In 2008, voter-generated content on social media altered the trajectory of the campaign several times. There were several breakout movements that came from the internet: Think of the "Million Strong for Barack" or "Million Strong Against Hillary Clinton" groups on Facebook, which really did gather that many supporters and operated outside the control of the campaigns. Or think of Phil de Vellis's "Vote Different" YouTube video that disrupted Hillary Clinton early push in 2007, or the "Dear Mr. Obama" video from a wounded Iraq veteran whose pro-McCain message garnered more than 10 million views late in 2008. Or the 20,000-strong "Get FISA Right" protest group on My.BarackObama.com, which actually forced the candidate to respond to direct criticism and put the issue into the mainstream media. (I'd link to the group's page on MyBO, but of course it's been wiped clean.)
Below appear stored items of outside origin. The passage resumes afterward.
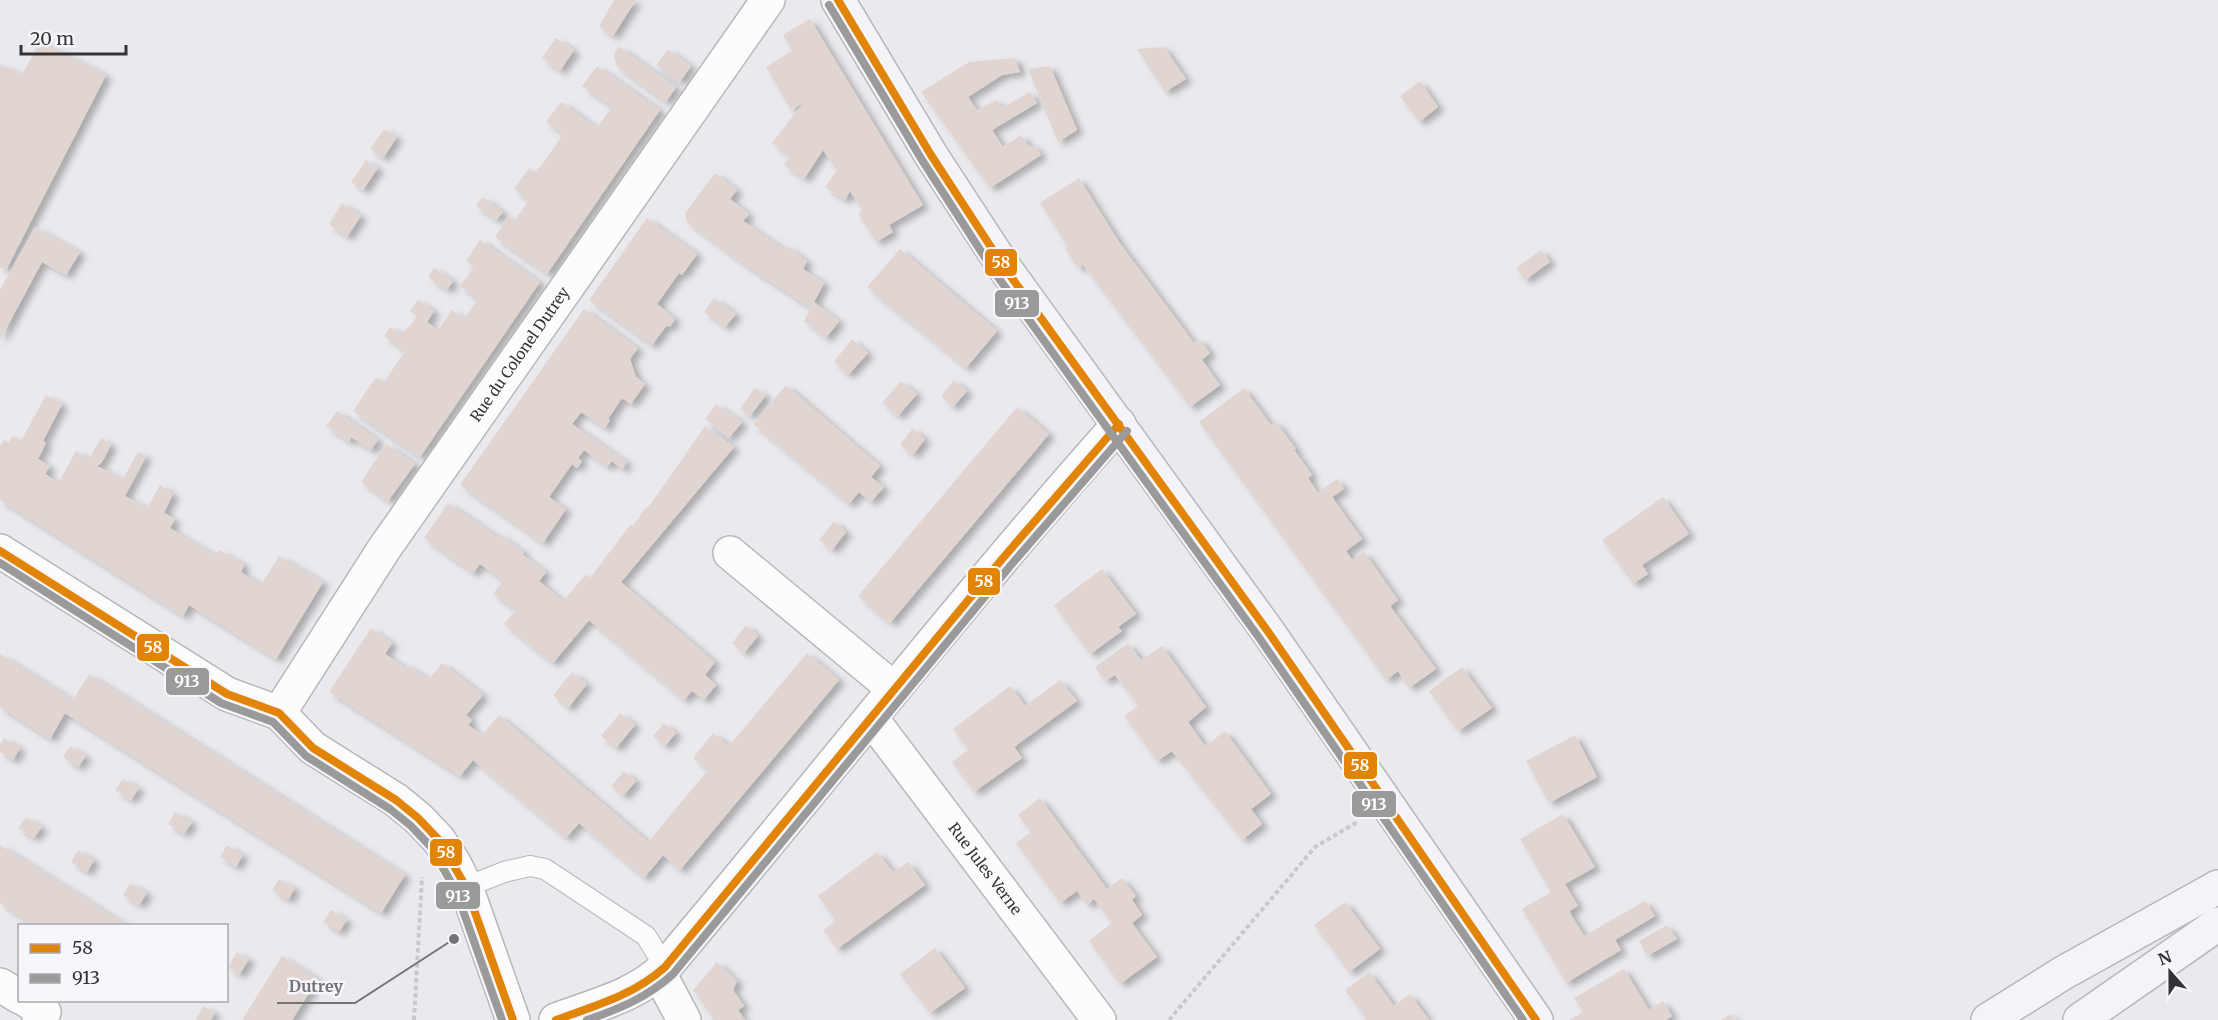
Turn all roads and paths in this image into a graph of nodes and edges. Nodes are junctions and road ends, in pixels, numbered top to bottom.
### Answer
1 (768, 0) edge
2 (838, 0) edge
3 (1119, 424) junction
4 (0, 551) edge
5 (730, 553) dead end
6 (894, 689) junction
7 (279, 713) junction
8 (871, 718) junction
9 (1388, 804) junction
10 (425, 826) junction
11 (466, 887) junction
12 (2218, 888) edge
13 (2218, 924) edge
14 (662, 970) junction
15 (0, 985) edge
16 (18, 996) edge
17 (29, 1002) edge
18 (39, 1020) edge
19 (414, 1020) edge
20 (513, 1020) edge
21 (556, 1020) edge
22 (684, 1020) edge
23 (1099, 1020) edge
24 (1169, 1020) edge
25 (1536, 1020) edge
26 (1988, 1020) edge
27 (2080, 1020) edge

1 - 7 street, Rue du Colonel Dutrey
2 - 3 street
3 - 6 street
3 - 9 street
4 - 7 street
5 - 6 street
6 - 8 street
7 - 10 street
8 - 14 street
8 - 23 street, Rue Jules Verne
9 - 24 path
9 - 25 street
10 - 11 street
10 - 19 path
11 - 14 lane
11 - 20 street
12 - 26 street
13 - 27 street
14 - 21 street
14 - 22 street
15 - 16 street
17 - 18 street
This cycle, the breakout moments for social media-powered movements didn't really happen, and it's worth asking why. It's not as if social media is a fad that just died down. As the Pew Internet & American Life Project just reported last month, nearly 40% of all American adults say they have used sites like Facebook and Twitter to post about issues, link to political content, attempt to influence others, join political groups, or follow politicians. Two-thirds of people under the age of 29 say they've done at least one of these things in 2012. These numbers are roughly double what they were four years ago.

One reason could be simply that in a bigger ocean it's harder to make a ripple. As we noted, by August there had been more than two billions views of videos mentioning Obama or any of the Republican presidential candidates, and only five percent of those views were for official videos made by their campaigns.

A second reason is obviously this was a different election with different candidates and a different context. Neither Obama or Romney was a fresh face for 2012, Obama being the incumbent and Romney a man who has essentially been running for president for seven years straight. Surveys showed that voter enthusiasm was down compared to 2008, especially among younger people who are the seedbed for so many political movements, online or off. Political movements need a sense of urgency and romance; this cycle support for Obama or Romney looked like a job, not an adventure.

A third reason is more complicated. The campaigns and the tech platforms alike learned something between 2008 and 2012, which is how to channel online social media to their own advantage. The campaigns discovered that if they "flooded the zone" with their own content, they made it harder for voter-generated content to gain attention. They also realized there were potential benefits to be tapped from all the "big data" they could collect from social media usage, the better to target their efforts to mobilize and persuade voters. And the platform providers effectively threw in with the campaigns, choosing to create highly controlled online events that politicians might feel comfortable embracing rather than making fuller use of all the interactive capabilities of the web. Both sides benefited: the politicians got a little "Internet buzz" for their appearances, and the tech companies got some welcome and cheap marketing. And with a few exceptions, the political reporters who cover the election campaigns went merrily along for the ride.

In truth, the most interesting uses of social media in this election cycle were not directly focused on the presidential campaigns, but outside them. First with the Tea Party and Ron Paul movements, and then later with Occupy Wall Street, we saw that when ordinary Americans want to, they can use these tools to make powerful cause with each other. As this election comes to a merciful end (please, let it be over!), my prediction is that we're about to see another wave of outside-the-establishment online organizing take off. Some of this will be led by a rested and ready climate change movement, which sees Superstorm Sandy as a critical wake-up call. And some will only take shape once we know who has won and who has lost all of today's contests. Peer-to-peer political organizing didn't stop during the 2012 election; it just didn't matter much. That is about to change.